TASK PROMPT => Retype the records below from their first line through the line containing "pinky mcp: (21, 245)", and include nothing else.

DATA EXTRACT =>

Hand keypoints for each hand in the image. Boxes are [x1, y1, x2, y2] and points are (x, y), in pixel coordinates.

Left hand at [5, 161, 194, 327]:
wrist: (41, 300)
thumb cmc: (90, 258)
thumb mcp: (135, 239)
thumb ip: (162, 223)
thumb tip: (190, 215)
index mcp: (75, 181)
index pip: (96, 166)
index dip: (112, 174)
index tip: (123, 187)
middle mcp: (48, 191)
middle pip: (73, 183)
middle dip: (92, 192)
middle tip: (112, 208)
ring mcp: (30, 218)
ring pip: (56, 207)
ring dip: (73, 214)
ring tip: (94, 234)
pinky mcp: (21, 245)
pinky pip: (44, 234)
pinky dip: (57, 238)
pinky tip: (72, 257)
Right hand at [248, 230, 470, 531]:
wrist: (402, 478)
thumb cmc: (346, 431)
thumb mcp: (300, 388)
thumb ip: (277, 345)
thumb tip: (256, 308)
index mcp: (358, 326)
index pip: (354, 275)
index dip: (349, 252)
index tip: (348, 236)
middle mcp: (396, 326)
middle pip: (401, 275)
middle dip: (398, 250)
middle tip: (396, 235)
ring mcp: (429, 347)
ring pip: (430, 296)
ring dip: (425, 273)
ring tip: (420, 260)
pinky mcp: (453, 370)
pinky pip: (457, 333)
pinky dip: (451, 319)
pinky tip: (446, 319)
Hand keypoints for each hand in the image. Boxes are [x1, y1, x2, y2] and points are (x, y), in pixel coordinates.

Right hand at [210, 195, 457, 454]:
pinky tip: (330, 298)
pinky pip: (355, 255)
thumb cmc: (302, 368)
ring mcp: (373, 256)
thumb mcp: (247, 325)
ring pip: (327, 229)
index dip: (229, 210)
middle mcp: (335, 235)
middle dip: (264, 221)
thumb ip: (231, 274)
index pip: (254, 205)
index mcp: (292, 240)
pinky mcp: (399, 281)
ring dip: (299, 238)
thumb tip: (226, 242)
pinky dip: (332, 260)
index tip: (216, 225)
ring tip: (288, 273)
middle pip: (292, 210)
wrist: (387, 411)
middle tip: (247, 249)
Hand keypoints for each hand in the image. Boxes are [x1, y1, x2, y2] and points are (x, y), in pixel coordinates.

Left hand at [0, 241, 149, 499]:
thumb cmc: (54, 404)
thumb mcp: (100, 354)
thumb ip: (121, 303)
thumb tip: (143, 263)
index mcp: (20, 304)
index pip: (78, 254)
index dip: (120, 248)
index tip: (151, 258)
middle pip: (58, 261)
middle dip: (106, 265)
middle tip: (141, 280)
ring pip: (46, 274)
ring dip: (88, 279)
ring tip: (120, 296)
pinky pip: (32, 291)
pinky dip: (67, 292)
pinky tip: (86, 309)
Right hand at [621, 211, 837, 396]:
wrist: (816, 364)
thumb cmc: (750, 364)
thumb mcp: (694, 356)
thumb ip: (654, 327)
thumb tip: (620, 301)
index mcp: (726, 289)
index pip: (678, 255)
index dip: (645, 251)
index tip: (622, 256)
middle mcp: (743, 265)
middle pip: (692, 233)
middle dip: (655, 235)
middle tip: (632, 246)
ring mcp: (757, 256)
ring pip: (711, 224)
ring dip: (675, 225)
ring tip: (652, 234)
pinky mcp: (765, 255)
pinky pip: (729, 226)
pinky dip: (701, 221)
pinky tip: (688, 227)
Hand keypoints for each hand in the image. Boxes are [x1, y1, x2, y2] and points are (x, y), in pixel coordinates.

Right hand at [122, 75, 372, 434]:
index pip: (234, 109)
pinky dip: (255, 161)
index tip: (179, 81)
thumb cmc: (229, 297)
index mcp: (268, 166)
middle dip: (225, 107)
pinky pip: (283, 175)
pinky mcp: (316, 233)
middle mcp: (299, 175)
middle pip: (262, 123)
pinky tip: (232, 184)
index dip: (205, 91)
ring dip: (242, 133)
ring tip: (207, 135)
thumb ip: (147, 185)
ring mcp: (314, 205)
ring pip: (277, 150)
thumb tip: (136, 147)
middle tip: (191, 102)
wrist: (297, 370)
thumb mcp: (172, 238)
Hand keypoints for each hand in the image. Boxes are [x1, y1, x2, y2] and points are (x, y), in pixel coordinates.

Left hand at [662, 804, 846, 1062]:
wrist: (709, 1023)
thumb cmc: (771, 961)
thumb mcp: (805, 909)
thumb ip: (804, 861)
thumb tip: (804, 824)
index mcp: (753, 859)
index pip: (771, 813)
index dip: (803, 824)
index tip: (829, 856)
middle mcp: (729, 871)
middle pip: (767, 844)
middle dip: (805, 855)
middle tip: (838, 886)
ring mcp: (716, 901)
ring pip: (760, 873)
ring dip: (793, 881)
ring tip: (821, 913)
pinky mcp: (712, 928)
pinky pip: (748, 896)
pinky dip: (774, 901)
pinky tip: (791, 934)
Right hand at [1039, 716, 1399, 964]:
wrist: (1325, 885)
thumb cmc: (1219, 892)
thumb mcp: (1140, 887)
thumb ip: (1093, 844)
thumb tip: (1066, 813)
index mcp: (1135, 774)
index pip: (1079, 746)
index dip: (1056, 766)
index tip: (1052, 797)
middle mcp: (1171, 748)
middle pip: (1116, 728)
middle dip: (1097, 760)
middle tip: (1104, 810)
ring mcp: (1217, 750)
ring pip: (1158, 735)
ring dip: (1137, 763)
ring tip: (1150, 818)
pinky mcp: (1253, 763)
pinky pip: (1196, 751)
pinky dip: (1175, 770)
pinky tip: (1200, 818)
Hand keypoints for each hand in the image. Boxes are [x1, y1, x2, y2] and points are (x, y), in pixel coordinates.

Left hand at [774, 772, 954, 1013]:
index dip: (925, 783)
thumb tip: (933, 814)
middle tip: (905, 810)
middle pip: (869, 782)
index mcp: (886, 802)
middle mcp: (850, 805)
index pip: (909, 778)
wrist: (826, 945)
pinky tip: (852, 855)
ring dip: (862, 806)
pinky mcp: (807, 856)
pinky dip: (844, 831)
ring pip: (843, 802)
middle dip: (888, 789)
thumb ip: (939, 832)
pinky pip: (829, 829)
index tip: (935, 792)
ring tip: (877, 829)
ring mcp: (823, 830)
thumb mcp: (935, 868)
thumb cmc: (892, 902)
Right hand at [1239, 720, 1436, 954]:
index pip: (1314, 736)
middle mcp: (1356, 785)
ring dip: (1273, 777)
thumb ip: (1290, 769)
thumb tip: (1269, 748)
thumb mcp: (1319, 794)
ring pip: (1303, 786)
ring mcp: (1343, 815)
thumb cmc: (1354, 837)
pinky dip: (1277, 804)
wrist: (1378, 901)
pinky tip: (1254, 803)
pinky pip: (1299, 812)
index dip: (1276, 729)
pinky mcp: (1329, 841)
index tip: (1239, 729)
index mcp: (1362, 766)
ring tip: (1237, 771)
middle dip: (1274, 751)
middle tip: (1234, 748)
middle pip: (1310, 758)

RESULT OF THIS EXERCISE =>
Hand keypoints for each hand in the image. Boxes are [x1, y1, x2, y2] and points are (x, y), in pixel coordinates.

Left hand at [5, 161, 194, 327]:
wrist: (41, 300)
thumb cmc: (90, 258)
thumb mcp: (135, 239)
thumb ip: (162, 223)
thumb tip: (190, 215)
index mcp: (75, 181)
index pip: (96, 166)
index dip: (112, 174)
index tip: (123, 187)
middle mcp: (48, 191)
middle pip: (73, 183)
middle dip: (92, 192)
middle tip: (112, 208)
ring mcp: (30, 218)
ring pip: (56, 207)
ring dip: (73, 214)
ring tip: (94, 234)
pinky mcp: (21, 245)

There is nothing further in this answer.